Dew Tour hits Killington

There was hardly a cloud in the perfect blue sky, and the sun shined bright over Killington Mountain Resort as if taunting the habitants who huddled in their parkas from the single-digit temperature. A crowd in the thousands gathered on the sunny, Bear Mountain side of the resort to admire some of the best winter sports athletes in the world. The Winter Dew Tour had arrived in Vermont for the weekend of Jan. 21 through 23.Peppering the crowd was a group of 20-somethings sporting the highest access credentials and toting writing utensils and surveys. The group was from a Sports Marketing class here at Castleton. They had been promoting the Dew Tour since the previous semester and their final grades wouldn’t be posted until they finished their promotions with working at the event.

“We started [promoting] it around last fall,” Sam Bailey, one of the students, said. “I’m actually going to check my grade now.”

Bailey grabbed his computer and started pitter pattering away at the keyboard momentarily.

“F**king A! It’s not up yet!” he exclaimed with a laugh.

Bailey said the class spent the previous semester scouring bars and local high schools chirping at the ears of anyone who would listen. They handed out fliers, they tossed around schwag, and they raffled off slightly more expensive items like hoodies and skis.

While on the mountain, the students didn’t have time to admire the athletes.

“We have to have 200 of these things done by the end of the weekend,” said Alex Williams, another student in the class referring to the surveys. “There’s 15 of us and we’ve been coming in shifts all week, not just the weekend.”

Sports Marketing programs from other Universities joined the Castleton staff, all working for the company that put on the event, Alli Sports. Alli is a massive sports promotion company with its roots in action sports, and branches growing all the way out to Mixed Martial Arts and the Ultimate Fighting Championship. With the surveys, the students had other tasks and responsibilities.

“I had to help one of [the Alli Sports] interns get the bibs signed for the sponsors,” Bailey said. “We would have to hunt them down and stuff, it was like 30 athletes. I also had to find the athletes who said they’d do meet and greets.”

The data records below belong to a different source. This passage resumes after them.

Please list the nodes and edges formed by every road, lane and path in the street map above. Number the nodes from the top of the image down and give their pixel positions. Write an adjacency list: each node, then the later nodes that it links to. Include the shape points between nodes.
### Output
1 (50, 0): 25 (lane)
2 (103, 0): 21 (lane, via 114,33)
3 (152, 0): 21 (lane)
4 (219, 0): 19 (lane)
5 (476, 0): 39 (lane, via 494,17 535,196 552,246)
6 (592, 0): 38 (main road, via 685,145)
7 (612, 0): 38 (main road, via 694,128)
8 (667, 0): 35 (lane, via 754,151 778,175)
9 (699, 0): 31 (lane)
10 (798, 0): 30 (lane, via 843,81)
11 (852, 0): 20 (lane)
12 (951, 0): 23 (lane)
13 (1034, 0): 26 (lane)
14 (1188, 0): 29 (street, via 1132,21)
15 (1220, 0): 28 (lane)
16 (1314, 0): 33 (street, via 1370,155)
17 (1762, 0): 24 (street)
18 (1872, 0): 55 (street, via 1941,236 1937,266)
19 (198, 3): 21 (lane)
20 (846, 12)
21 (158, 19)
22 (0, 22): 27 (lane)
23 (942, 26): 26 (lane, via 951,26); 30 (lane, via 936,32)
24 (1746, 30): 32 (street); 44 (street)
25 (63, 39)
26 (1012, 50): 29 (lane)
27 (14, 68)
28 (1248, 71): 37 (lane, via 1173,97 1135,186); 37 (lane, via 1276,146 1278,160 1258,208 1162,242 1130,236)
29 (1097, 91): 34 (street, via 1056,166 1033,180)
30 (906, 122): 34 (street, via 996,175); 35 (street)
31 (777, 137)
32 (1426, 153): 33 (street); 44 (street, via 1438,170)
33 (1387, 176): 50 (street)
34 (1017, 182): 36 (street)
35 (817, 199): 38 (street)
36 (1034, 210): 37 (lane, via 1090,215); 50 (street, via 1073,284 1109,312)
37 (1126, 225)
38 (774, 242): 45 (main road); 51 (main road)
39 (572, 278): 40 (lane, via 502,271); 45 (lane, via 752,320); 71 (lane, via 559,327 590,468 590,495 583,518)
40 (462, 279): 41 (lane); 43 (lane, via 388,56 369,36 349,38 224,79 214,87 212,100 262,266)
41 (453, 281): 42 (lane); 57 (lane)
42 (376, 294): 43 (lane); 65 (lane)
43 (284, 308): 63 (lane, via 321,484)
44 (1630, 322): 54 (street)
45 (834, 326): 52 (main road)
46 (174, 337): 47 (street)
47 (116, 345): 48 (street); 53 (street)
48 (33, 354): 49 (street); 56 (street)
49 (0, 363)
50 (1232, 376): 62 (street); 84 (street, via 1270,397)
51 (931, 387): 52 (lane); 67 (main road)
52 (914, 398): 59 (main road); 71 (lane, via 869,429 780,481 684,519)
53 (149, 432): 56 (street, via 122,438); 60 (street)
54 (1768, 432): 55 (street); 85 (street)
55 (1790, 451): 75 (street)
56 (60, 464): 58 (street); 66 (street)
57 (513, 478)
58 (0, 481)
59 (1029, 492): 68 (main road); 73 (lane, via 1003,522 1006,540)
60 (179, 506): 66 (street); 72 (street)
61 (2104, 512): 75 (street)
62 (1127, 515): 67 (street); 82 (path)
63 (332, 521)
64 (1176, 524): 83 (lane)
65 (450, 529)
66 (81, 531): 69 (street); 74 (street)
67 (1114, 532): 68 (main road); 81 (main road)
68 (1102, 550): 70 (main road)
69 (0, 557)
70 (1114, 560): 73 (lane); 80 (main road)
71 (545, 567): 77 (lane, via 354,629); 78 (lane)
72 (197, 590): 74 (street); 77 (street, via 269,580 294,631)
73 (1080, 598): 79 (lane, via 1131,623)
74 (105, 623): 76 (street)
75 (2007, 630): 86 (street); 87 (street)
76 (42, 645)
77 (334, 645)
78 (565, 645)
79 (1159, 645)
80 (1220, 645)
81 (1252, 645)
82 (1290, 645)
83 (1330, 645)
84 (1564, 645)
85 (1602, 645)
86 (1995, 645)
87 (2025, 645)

The interactions with all the action sports fans and athletes led to the students meeting an abundance of characters roaming around Bear Mountain.

“I met this one dude who was a locksmith,” Jeremy Peyton said. “His daughter was supposed to be here competing but she tore her ACL or something. I don’t remember her name though.”

Did the experience lead to all the students, who had hoped to learn about Sports Marketing and perhaps get some feet through some doors, actually finding their calling?

“It worked out great for me,” Bailey said. “I was there all four days since Thursday. I worked hard and I could tell my superiors were noticing and giving me more responsibilities.”

Peyton also agreed that it was a good experience.

“I learned a lot of things in what it means. You’re trying to get people,” he said. “You really get out there and put yourself out there and put your image and put out who you’re working for. All for the people and fans.”

Students can gain valuable contacts from the Sports Marketing class as well. Daniel Luzzi, who graduated from Castleton in 2010 was a member of the same Sports Marketing class. Their duties of the previous year were to promote and work at the Spartan Race, an endurance competition reaching global popularity. Luzzi and a few other students were offered full-time marketing jobs upon graduation.

“It all started with the Sports Marketing class,” Luzzi said.

At The Dew Tour

Killington had embraced its nickname of “The Beast of the East” proudly as, coupled with the copious amounts of advertising and Mountain Dew flags, the nickname popped up in every direction. Kelly Clark had recently set the record with a 95.75 final-run score and taken the ladies’ SuperPipe Finals. Along the deck one could watch the high-flying action and when the likes of Louie Vito, J.J. Thomas, Spencer Shaw, and Mason Aguierre came flying into the 22-foot halfpipe for the men’s finals, it was awe-inspiring. The riders soared 10, 15, even close to 20 feet above the deck, propelling themselves three to four stories off the ground and performing ariel acrobatics that would impress even Cirque du Solei employees. Vito finished with the win (his second of the three-stop Dew Tour), scoring a 93.0, while Thomas came in second with 88.00, and Aguierre finished third with 86.50.

The Dew Tour didn’t host the enormous crowd it had expected, but fans saw it mostly as a success.

“It was a good draw for Killington. It really brought some traffic to the mountain,” skier Nick Porzuczek, 28, said. “It was well organized and fun to watch.”

Porzuczek said, along with others, he would definitely attend the Dew Tour if it were to return next year.